Santunan tersebut dilaksanakan sebagai ungkapan rasa syukur dari para dosen dan staf
JAKARTA–Mengisi bulan suci Ramadhan 1443 H, Universitas Nusa Mandiri (UNM) kampus Damai, Jakarta Selatan, menggelar santunan kepada anak-anak yatim dhuafa RW. 01 kelurahan Ragunan. Kegiatan ini terlaksana di gedung UNM kampus Damai, Jl Damai No 8, Warung Jati Barat (Margasatwa), Ragunan, Pasar Minggu, Jakarta Selatan, pada Sabtu (16/4/2022) silam.

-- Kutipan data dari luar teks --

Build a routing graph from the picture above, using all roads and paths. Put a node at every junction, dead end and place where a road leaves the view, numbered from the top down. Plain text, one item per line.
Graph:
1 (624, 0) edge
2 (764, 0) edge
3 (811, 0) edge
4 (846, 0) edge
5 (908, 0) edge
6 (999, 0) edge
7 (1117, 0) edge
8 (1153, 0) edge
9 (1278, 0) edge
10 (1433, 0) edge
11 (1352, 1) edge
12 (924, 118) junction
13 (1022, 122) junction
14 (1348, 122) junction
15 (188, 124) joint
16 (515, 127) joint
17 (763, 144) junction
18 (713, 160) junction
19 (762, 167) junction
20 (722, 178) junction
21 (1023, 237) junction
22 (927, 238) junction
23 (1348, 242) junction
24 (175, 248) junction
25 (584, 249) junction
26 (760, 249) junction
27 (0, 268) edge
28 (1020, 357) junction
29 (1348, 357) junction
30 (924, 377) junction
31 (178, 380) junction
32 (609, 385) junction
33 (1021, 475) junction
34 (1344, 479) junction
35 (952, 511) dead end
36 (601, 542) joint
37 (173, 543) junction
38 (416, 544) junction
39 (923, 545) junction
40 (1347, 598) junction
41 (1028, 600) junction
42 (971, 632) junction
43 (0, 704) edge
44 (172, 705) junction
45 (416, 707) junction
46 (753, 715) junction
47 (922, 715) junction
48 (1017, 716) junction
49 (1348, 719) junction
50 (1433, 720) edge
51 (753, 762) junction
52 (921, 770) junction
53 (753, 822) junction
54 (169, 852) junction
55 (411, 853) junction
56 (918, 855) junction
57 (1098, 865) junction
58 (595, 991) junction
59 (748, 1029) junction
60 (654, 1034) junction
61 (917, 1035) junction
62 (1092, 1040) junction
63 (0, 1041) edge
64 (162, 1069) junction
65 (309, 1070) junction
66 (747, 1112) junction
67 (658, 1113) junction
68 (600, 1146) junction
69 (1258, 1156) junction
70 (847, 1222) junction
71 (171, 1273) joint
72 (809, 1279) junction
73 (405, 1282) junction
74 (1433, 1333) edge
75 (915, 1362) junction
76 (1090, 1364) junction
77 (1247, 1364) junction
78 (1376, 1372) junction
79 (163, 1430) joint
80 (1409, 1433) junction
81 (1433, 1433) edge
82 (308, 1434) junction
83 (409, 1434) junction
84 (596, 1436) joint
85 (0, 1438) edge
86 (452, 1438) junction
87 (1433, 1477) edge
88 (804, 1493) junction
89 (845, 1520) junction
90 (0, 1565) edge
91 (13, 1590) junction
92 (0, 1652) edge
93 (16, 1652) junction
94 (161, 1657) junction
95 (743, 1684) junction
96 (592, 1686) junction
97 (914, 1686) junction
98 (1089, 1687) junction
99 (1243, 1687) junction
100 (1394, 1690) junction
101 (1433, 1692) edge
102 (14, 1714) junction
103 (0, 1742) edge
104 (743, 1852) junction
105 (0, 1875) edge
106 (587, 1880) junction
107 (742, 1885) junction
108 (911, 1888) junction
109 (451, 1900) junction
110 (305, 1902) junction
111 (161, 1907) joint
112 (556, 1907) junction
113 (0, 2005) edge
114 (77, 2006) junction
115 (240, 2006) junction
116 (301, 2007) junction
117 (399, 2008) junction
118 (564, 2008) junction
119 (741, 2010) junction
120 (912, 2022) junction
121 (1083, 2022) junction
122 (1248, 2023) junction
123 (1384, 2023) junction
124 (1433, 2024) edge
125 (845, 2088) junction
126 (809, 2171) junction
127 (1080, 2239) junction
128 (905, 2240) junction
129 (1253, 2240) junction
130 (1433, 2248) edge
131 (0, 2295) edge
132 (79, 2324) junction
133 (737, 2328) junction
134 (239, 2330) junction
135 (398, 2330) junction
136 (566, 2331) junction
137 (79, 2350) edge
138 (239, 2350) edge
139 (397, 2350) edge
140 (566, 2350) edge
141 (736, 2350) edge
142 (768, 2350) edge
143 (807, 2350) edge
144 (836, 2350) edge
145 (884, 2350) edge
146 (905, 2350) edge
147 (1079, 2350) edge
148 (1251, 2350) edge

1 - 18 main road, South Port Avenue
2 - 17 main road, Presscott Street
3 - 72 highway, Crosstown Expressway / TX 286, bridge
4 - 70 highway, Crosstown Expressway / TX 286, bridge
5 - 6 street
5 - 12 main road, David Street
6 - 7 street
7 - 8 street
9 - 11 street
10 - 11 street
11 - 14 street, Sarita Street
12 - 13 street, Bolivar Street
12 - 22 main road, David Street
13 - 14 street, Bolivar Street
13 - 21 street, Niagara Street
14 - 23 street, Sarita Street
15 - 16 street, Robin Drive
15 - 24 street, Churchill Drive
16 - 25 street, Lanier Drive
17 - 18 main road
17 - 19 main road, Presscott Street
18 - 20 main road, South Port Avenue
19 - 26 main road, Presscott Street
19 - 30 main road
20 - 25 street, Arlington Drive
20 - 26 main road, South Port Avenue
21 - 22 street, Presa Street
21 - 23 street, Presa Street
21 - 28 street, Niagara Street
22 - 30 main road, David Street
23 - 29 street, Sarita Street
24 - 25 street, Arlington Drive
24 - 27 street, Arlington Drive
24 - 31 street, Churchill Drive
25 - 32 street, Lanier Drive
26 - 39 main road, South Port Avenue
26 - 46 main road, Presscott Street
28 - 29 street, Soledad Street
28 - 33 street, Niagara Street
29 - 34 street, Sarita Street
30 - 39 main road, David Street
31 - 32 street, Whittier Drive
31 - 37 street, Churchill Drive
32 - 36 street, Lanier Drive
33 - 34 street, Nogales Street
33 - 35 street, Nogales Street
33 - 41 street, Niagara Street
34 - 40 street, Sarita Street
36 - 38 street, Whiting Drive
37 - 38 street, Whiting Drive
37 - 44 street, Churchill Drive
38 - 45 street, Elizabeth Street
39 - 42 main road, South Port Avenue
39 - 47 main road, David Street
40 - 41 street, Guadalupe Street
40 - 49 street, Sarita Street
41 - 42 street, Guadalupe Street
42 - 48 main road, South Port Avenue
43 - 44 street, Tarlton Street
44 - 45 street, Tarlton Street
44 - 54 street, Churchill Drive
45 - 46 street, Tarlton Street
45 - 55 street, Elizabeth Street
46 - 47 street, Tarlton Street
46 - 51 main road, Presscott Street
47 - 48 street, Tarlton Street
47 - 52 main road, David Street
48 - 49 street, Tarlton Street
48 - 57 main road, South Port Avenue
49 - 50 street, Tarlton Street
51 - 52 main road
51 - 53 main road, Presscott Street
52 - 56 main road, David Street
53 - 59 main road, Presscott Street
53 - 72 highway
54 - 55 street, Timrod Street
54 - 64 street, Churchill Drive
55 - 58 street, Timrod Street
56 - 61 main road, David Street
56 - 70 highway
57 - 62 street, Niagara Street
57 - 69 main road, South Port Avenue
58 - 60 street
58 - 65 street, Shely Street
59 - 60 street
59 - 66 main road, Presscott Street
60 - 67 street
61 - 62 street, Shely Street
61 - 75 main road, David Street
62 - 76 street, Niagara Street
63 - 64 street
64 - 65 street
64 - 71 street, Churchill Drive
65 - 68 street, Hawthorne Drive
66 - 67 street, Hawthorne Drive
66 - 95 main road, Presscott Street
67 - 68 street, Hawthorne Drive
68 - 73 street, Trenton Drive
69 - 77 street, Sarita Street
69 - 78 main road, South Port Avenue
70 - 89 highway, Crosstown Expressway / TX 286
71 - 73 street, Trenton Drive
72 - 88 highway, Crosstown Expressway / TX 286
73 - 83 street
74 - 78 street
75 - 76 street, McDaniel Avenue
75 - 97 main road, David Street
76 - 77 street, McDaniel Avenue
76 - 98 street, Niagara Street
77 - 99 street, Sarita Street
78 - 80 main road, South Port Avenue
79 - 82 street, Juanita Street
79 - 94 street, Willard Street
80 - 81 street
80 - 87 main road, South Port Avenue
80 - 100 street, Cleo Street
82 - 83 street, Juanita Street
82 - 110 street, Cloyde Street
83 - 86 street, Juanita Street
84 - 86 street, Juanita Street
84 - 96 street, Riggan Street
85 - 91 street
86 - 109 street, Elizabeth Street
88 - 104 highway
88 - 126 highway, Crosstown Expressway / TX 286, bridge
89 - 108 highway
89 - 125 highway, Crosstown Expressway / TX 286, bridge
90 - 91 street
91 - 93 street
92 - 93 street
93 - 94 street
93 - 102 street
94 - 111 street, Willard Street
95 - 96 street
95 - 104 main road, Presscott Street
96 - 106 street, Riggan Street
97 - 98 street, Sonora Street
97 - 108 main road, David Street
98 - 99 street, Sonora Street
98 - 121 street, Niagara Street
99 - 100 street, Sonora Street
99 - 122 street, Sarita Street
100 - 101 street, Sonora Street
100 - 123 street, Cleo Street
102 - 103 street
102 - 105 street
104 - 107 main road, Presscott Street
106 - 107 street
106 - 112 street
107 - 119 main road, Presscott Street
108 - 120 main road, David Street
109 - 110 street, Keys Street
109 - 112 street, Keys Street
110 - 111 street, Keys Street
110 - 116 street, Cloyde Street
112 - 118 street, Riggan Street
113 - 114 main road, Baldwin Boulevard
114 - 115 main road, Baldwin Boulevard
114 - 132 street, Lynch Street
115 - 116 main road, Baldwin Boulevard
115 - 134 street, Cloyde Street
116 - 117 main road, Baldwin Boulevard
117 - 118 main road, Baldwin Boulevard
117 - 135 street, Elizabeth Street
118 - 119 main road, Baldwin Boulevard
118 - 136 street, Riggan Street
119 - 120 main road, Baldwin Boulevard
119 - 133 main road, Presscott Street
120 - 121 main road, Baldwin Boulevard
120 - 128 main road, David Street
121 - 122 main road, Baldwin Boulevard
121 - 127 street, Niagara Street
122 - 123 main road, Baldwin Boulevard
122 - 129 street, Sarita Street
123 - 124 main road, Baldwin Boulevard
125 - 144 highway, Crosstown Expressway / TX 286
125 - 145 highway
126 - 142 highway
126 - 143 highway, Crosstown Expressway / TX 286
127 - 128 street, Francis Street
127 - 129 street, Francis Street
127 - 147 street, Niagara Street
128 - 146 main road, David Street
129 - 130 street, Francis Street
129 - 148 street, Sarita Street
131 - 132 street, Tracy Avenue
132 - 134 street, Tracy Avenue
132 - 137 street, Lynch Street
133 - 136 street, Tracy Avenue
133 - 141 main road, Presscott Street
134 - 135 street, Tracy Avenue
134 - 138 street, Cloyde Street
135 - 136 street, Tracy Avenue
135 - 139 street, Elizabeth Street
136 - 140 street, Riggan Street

Setiaji, selaku kepala kampus UNM kampus Damai menyampaikan bahwa, santunan tersebut dilaksanakan sebagai ungkapan rasa syukur dari para dosen dan staf UNM kampus Damai di bulan Ramadhan. “Santunan, merupakan bentuk kepedulian staf dan dosen pendidik yang ada di UNM kampus Damai,” katanya dalam rilis yang diterima, Senin (25/4).
Ia menyebutkan, kegiatan ini mengangkat tema “Nurani Memberi Negeri” dimana acaranya selalu dilakukan rutin setiap tahunnya, oleh UNM sebagai bentuk kepedulian kepada masyarakat sekitar, khususnya anak-anak yatim dhuafa.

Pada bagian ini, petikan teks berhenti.